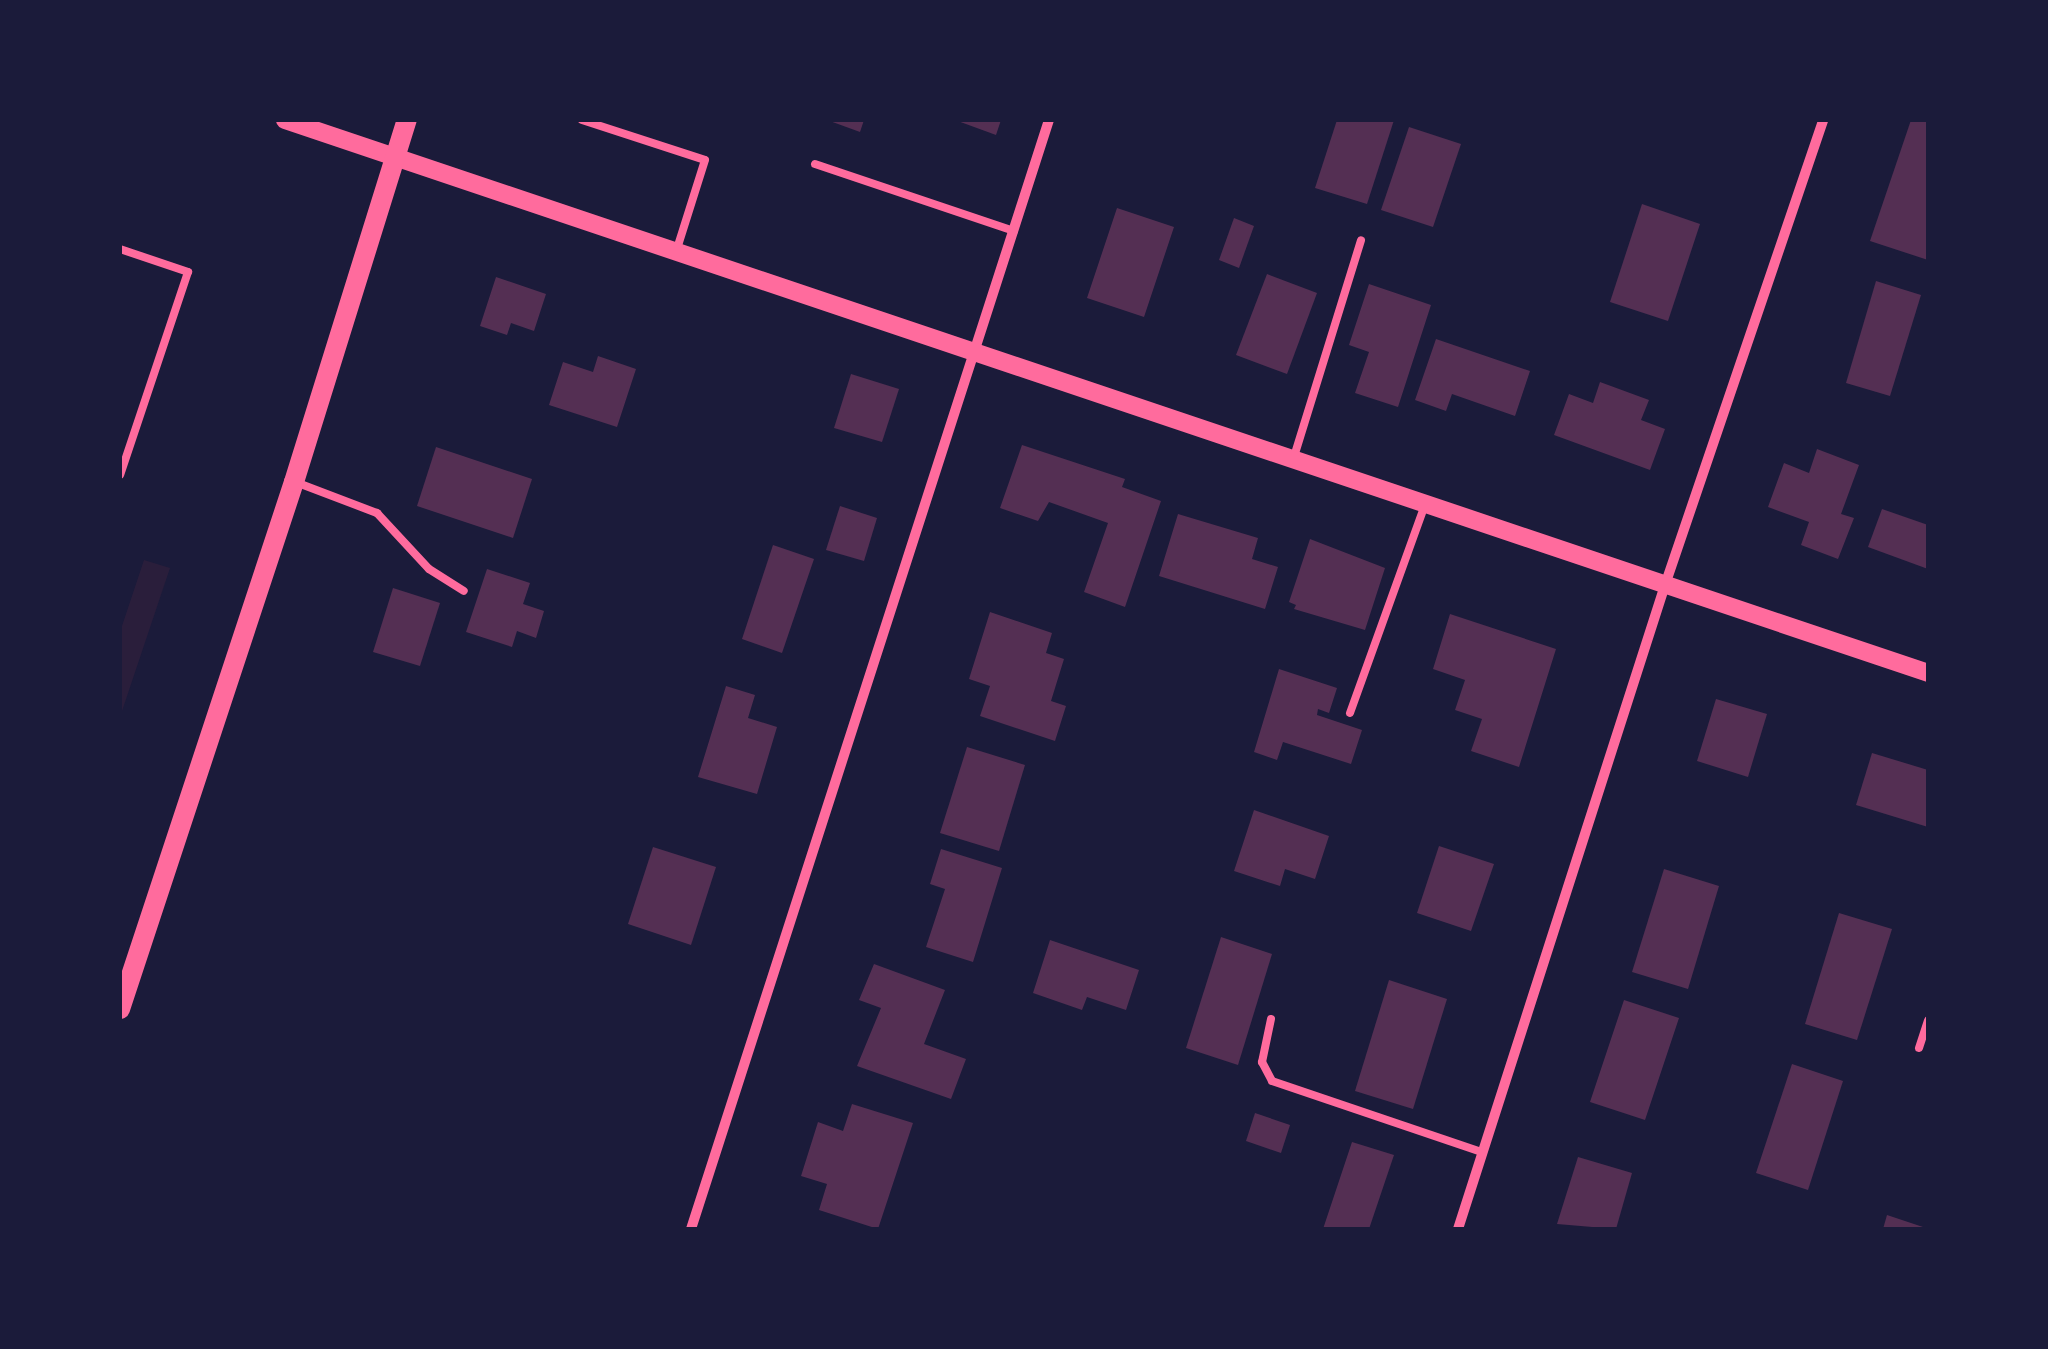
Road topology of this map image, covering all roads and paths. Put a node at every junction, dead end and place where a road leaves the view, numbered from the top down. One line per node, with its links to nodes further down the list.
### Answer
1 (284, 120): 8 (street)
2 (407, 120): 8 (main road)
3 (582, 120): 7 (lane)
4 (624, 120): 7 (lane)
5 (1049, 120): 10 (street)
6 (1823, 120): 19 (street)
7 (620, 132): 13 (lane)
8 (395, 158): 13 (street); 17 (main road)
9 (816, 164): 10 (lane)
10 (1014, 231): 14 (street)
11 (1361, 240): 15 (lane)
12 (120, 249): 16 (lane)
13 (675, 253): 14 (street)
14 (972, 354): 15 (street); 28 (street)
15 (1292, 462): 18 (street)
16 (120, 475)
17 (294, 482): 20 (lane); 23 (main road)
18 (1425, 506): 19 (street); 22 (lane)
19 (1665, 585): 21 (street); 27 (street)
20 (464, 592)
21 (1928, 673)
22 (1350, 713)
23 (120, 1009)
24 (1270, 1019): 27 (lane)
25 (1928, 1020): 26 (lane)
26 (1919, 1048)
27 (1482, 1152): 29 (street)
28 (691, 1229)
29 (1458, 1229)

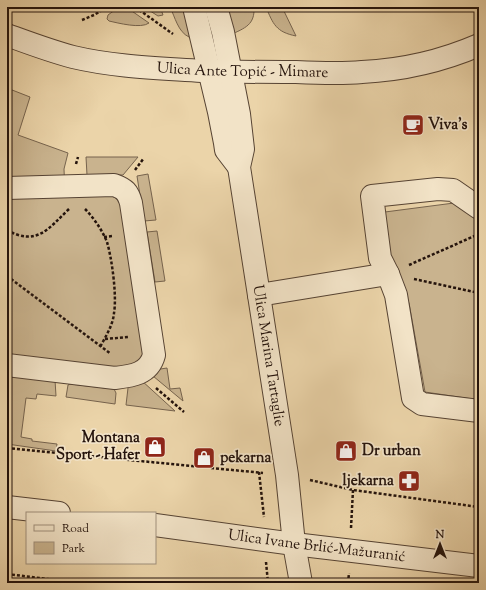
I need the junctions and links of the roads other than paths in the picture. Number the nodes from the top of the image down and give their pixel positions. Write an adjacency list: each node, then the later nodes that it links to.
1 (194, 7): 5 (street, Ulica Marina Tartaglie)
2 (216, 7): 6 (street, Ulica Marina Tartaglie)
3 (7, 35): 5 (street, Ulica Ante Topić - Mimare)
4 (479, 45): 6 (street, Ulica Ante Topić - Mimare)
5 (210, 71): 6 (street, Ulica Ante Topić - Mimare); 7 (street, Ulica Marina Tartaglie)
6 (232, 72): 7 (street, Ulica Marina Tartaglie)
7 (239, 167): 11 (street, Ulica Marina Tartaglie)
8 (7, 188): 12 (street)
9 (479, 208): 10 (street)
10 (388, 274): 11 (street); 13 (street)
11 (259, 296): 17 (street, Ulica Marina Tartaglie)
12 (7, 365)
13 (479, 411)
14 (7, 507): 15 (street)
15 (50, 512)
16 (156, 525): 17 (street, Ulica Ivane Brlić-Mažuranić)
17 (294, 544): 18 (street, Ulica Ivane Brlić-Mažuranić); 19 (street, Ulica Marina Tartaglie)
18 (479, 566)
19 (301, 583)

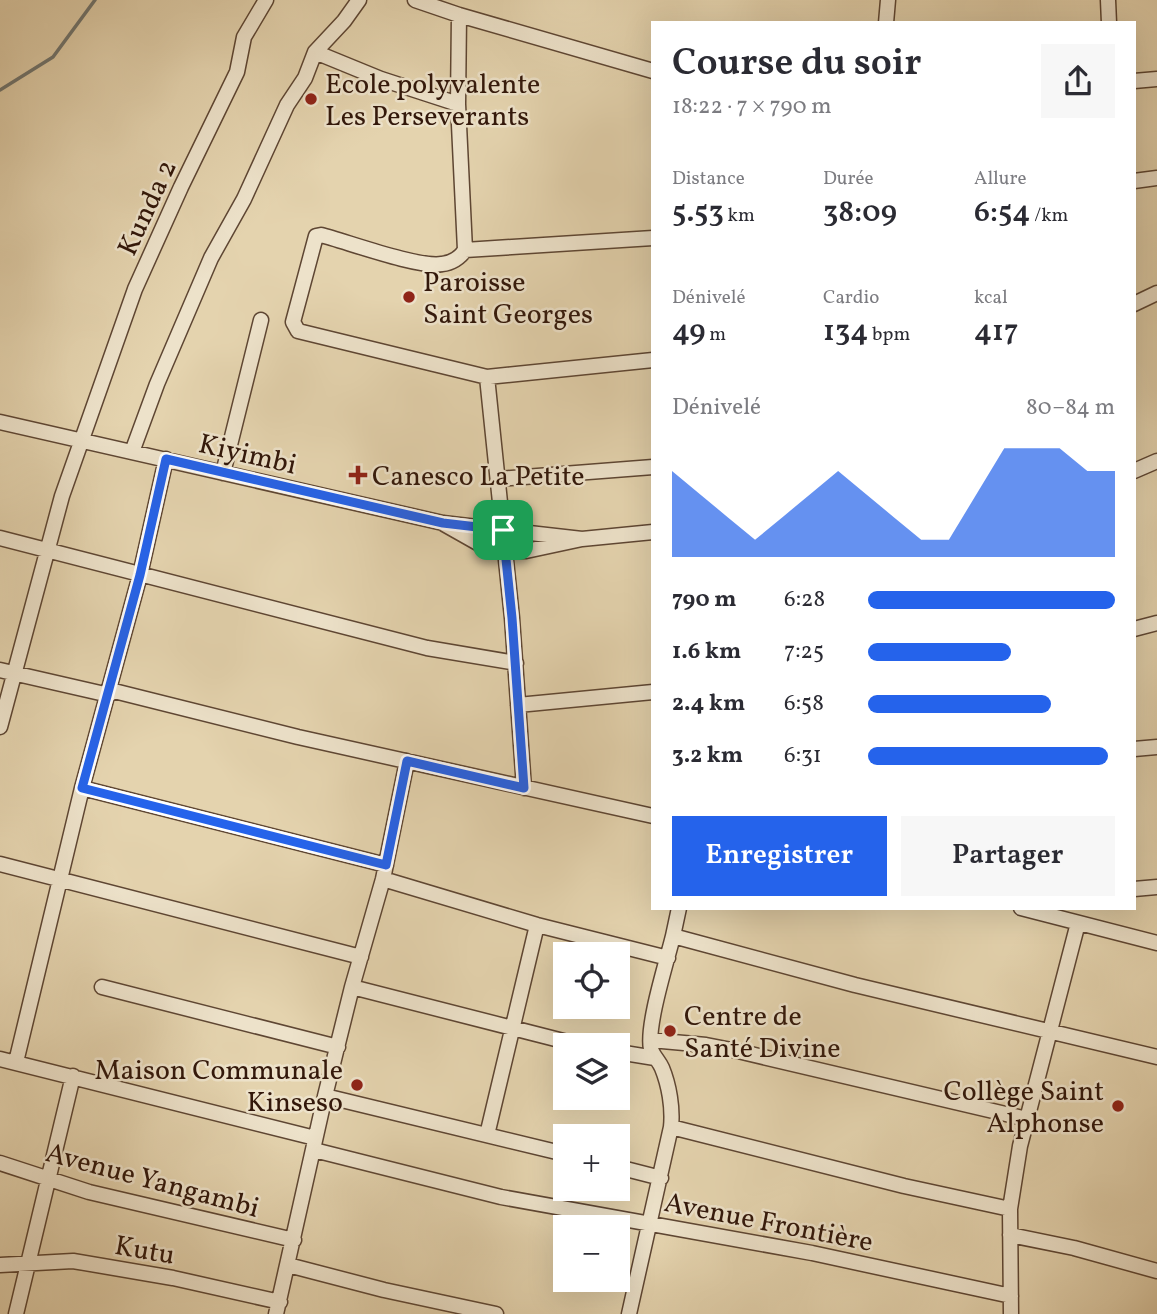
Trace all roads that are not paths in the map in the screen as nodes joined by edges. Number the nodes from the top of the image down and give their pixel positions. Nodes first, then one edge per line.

__________________________________________________

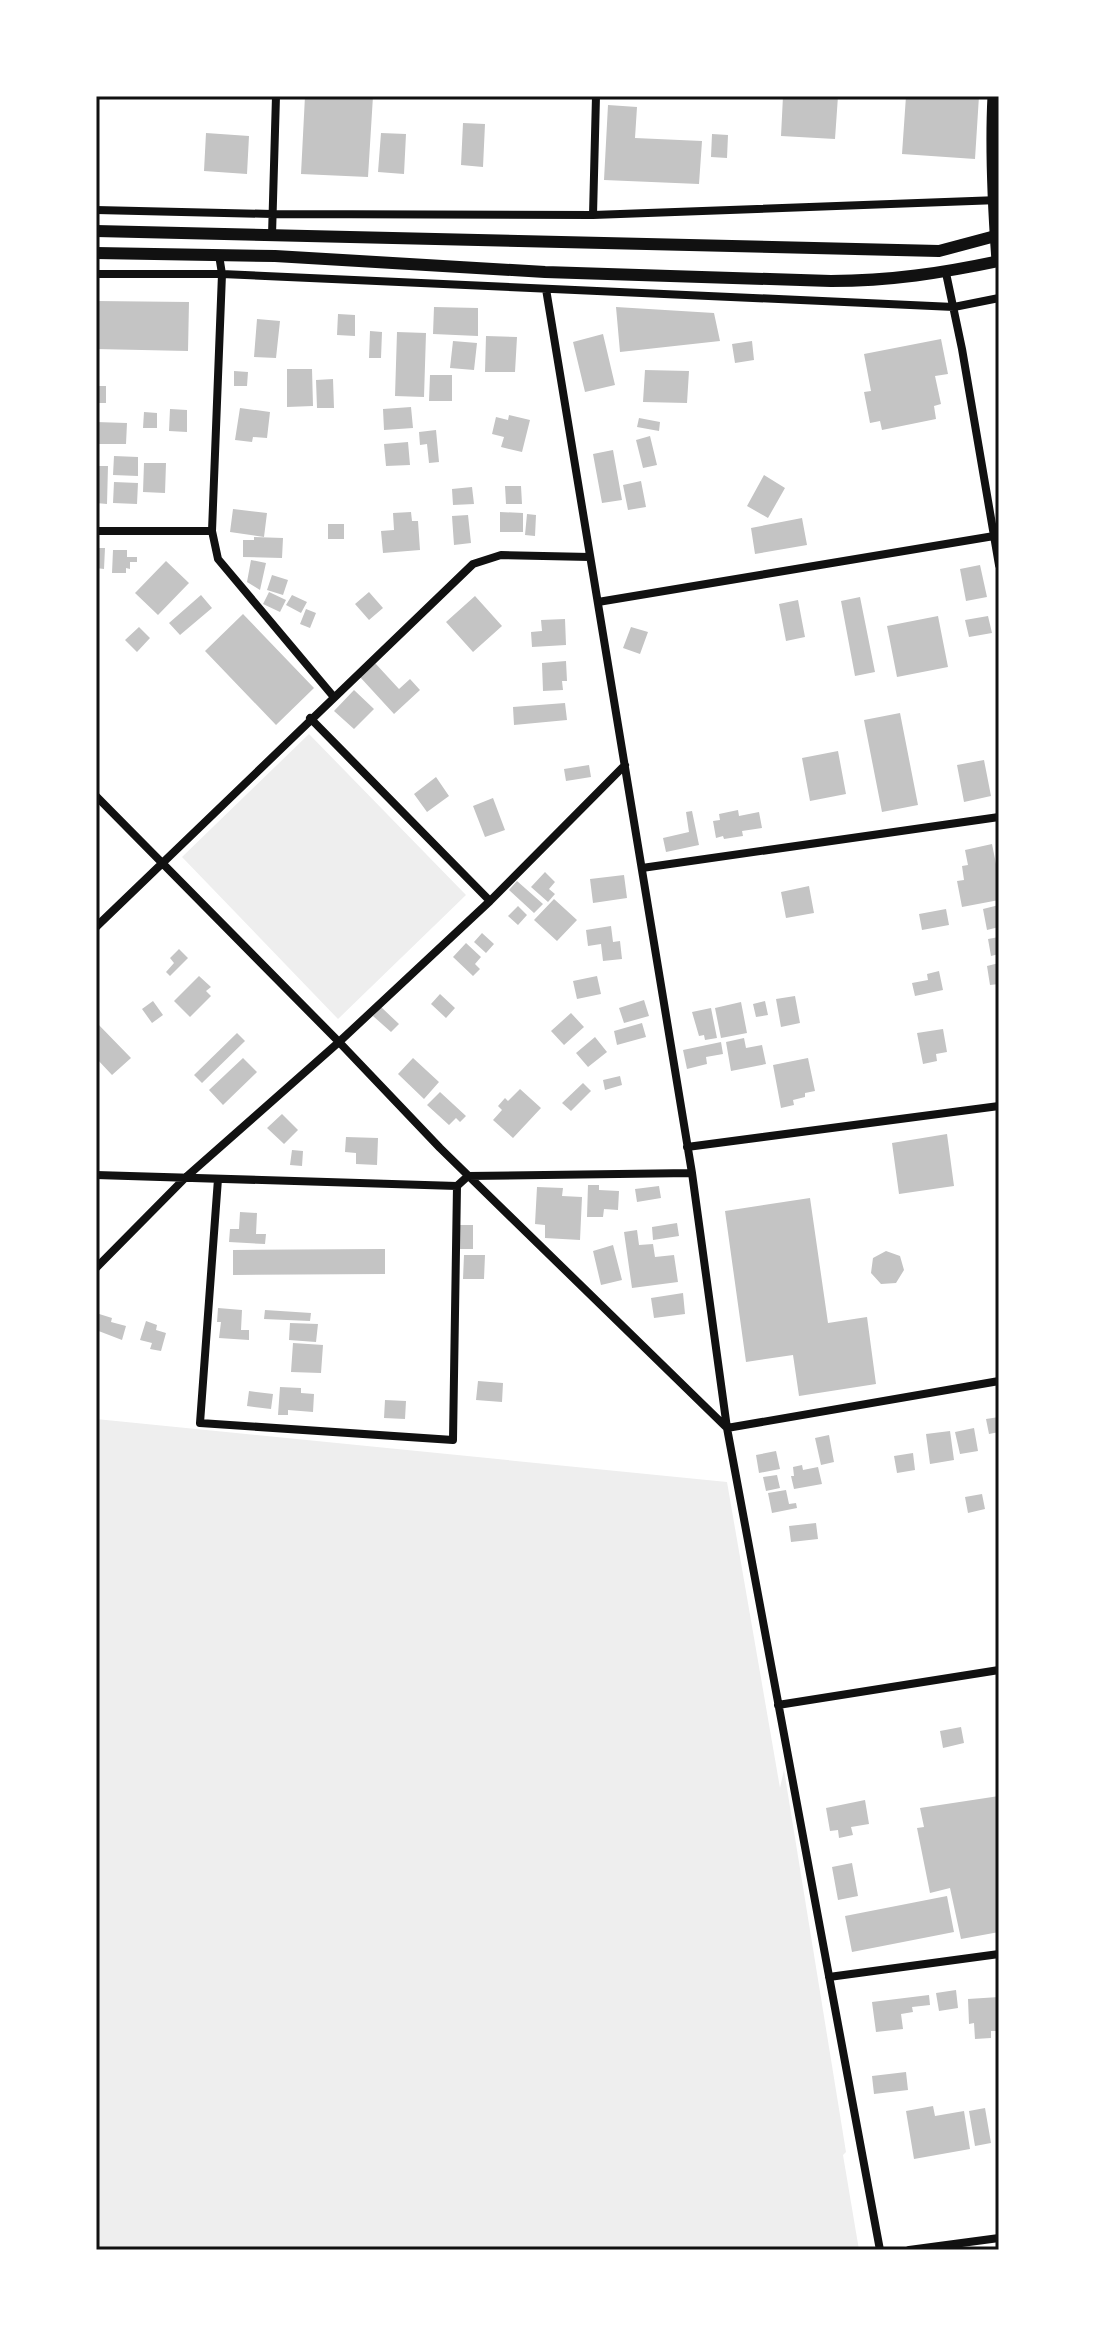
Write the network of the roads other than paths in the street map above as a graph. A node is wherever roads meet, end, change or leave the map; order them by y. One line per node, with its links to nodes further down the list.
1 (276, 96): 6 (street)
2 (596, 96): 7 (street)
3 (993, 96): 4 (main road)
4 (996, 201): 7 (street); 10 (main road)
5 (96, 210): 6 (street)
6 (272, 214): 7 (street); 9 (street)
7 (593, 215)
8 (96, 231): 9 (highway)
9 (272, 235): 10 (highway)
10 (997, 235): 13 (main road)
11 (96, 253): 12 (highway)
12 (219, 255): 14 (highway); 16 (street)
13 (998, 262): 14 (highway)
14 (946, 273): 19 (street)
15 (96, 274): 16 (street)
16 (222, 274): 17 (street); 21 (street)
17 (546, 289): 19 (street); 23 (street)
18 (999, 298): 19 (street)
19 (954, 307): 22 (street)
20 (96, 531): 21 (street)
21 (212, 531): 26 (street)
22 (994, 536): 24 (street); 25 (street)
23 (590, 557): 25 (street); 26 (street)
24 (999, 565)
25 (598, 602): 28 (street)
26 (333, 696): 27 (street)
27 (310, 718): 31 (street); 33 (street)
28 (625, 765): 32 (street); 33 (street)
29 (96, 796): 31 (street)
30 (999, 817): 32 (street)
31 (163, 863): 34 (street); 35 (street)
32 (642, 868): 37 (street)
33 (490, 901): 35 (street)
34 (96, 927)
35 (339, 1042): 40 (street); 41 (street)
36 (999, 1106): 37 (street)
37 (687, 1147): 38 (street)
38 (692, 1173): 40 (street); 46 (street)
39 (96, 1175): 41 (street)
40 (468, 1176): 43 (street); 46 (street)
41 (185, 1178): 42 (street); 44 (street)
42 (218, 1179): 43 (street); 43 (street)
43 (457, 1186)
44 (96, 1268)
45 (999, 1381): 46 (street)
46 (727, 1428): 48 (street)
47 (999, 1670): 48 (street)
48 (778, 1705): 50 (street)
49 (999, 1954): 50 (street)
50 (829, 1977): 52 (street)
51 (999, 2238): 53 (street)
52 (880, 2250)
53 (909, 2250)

__________________________________________________

Activity
Find the line with "I need the junctions" in the entries above. Set down exactly every line from it up to and including the line with "Trace all roads", images excluded.

Result of this task
I need the junctions and links of the roads other than paths in the picture. Number the nodes from the top of the image down and give their pixel positions. Write an adjacency list: each node, then the later nodes that it links to.
1 (194, 7): 5 (street, Ulica Marina Tartaglie)
2 (216, 7): 6 (street, Ulica Marina Tartaglie)
3 (7, 35): 5 (street, Ulica Ante Topić - Mimare)
4 (479, 45): 6 (street, Ulica Ante Topić - Mimare)
5 (210, 71): 6 (street, Ulica Ante Topić - Mimare); 7 (street, Ulica Marina Tartaglie)
6 (232, 72): 7 (street, Ulica Marina Tartaglie)
7 (239, 167): 11 (street, Ulica Marina Tartaglie)
8 (7, 188): 12 (street)
9 (479, 208): 10 (street)
10 (388, 274): 11 (street); 13 (street)
11 (259, 296): 17 (street, Ulica Marina Tartaglie)
12 (7, 365)
13 (479, 411)
14 (7, 507): 15 (street)
15 (50, 512)
16 (156, 525): 17 (street, Ulica Ivane Brlić-Mažuranić)
17 (294, 544): 18 (street, Ulica Ivane Brlić-Mažuranić); 19 (street, Ulica Marina Tartaglie)
18 (479, 566)
19 (301, 583)

Trace all roads that are not paths in the map in the screen as nodes joined by edges. Number the nodes from the top of the image down and give their pixel positions. Nodes first, then one edge per line.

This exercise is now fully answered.